What the book does reveal, however, are America’s great strengths, at least those which were evident at the end of the Reagan era. America’s political creed and public spirit were able to sustain the unity of the country and make it the superpower that was the envy of visitors like Wang and thus revealed to enemies what needed to be destroyed or weakened to make the United States vulnerable. The major themes of the book are the importance of America’s political creed, individual and societal values held by the American people, their belief in the creed, and their innovation and ingenuity for the strength of the United States.
As Wang writes,
[T]he promotion of the spirit of innovation requires a society that encourages and accepts new and innovative ideas. At the same time, the continuity of values is essential for any society, otherwise social stability is unsustainable. The question is how to separate value continuity from technological and material innovation, so that value continuity ensures the development of the latter, and the development of the latter strengthens value continuity and transmission.
American economic and technological might was sustained by the American creed and traditional bourgeois values, which reinforced the former.
Wang’s book provided the United States a great service by identifying the sources of America’s social stability and might that allowed it to defeat the Soviet Union and could have defeated the Chinese Communist Party. Of course, in his current job, Wang seeks to destroy America. So his book was equally useful to those who wanted to target America’s social stability and might, like the Chinese Communist Party. For the Chinese regime, Wang’s book revealed what it needed to target and change to undermine American power.
Accordingly, we may expect that Wang is pleased with the growing power of centrifugal forces in American society since 1989. In fact, were he to write a second edition, he would only need to add two words: “Keep digging.” Since Wang’s visit, the political Left has weakened the country through ideological upheaval, political tension, and rapid economic and social change. The centripetal force of the American creed and middle-class values thus far have been overcome by the political Left’s greater centrifugal might.

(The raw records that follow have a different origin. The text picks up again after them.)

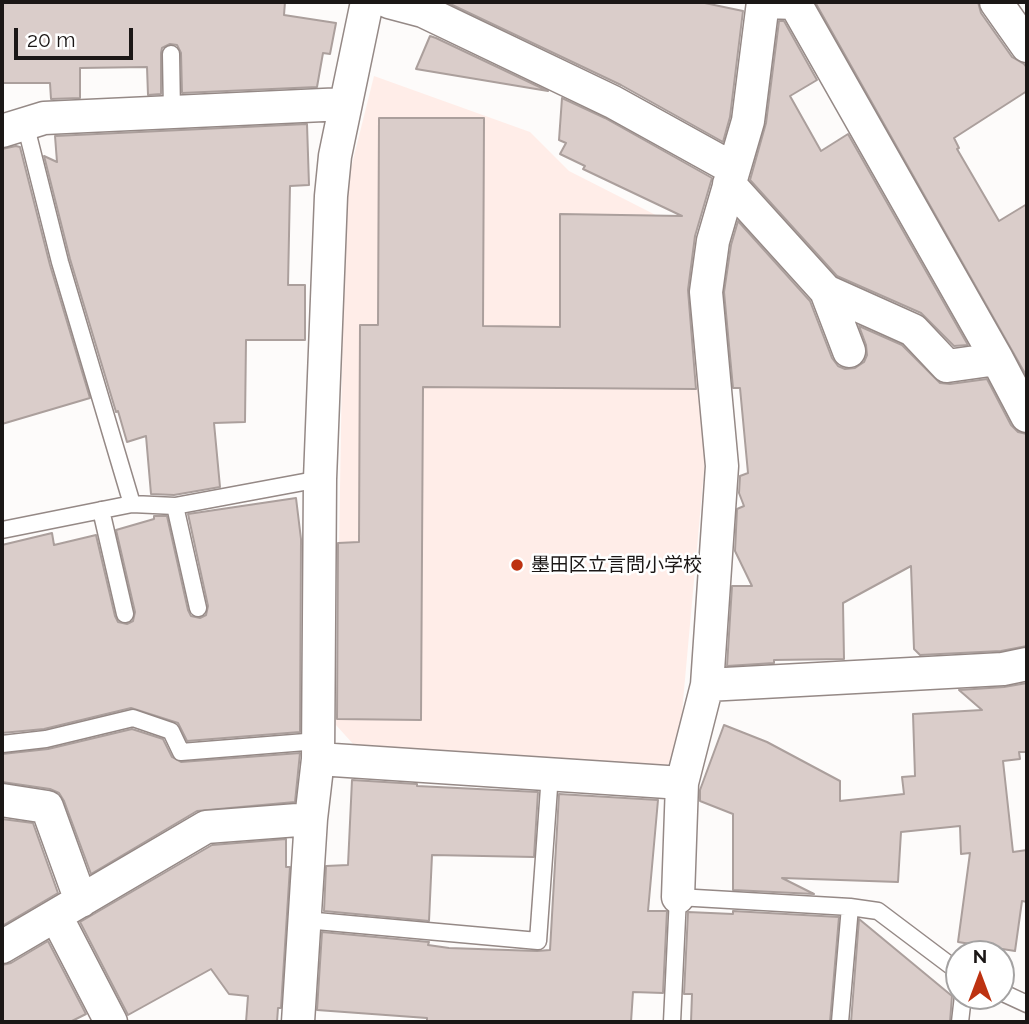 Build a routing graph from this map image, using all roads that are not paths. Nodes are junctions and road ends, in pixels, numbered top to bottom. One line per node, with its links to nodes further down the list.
1 (367, 2): 7 (street)
2 (389, 2): 10 (street)
3 (780, 2): 10 (street); 13 (street)
4 (996, 2): 5 (street)
5 (1027, 46)
6 (171, 54): 8 (lane)
7 (345, 104): 8 (street); 15 (street)
8 (172, 112): 9 (street)
9 (13, 127): 16 (lane)
10 (732, 176): 11 (street); 23 (street)
11 (826, 291): 12 (street); 13 (street)
12 (849, 351)
13 (997, 359): 14 (street)
14 (1027, 416)
15 (320, 479): 17 (lane); 25 (street)
16 (132, 504): 17 (lane); 18 (lane)
17 (175, 506): 20 (lane)
18 (101, 510): 19 (lane); 21 (lane)
19 (2, 530)
20 (198, 608)
21 (125, 614)
22 (1027, 664): 23 (street)
23 (707, 685): 27 (street)
24 (2, 744): 25 (lane)
25 (317, 750): 26 (street); 29 (street)
26 (551, 774): 27 (street); 33 (lane)
27 (682, 783): 30 (street)
28 (2, 800): 32 (street)
29 (311, 819): 32 (street); 33 (street)
30 (678, 897): 31 (lane); 38 (lane)
31 (850, 907): 35 (lane); 39 (lane)
32 (68, 908): 34 (street); 36 (street)
33 (305, 920): 37 (street)
34 (2, 947)
35 (945, 961)
36 (111, 1022)
37 (298, 1022)
38 (672, 1022)
39 (840, 1022)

The dangers for Wang are, first, that the Chinese Communist Party will never achieve the virtues he found in America; and second, that America may reverse course and have a renaissance of its political creed and traditional values. The danger for the United States is that the Chinese Communist Party will not have to change as we enfeeble ourselves and negate our tremendous advantages—principally ideological and social—over the CCP. Wang saw the key to a U.S. victory over the CCP.
But at the same time, Wang identified the thing the CCP needed to help undermine in order to weaken the United States. His hope must be that the America can no longer change course and thus cannot do anything about its relative weakness today.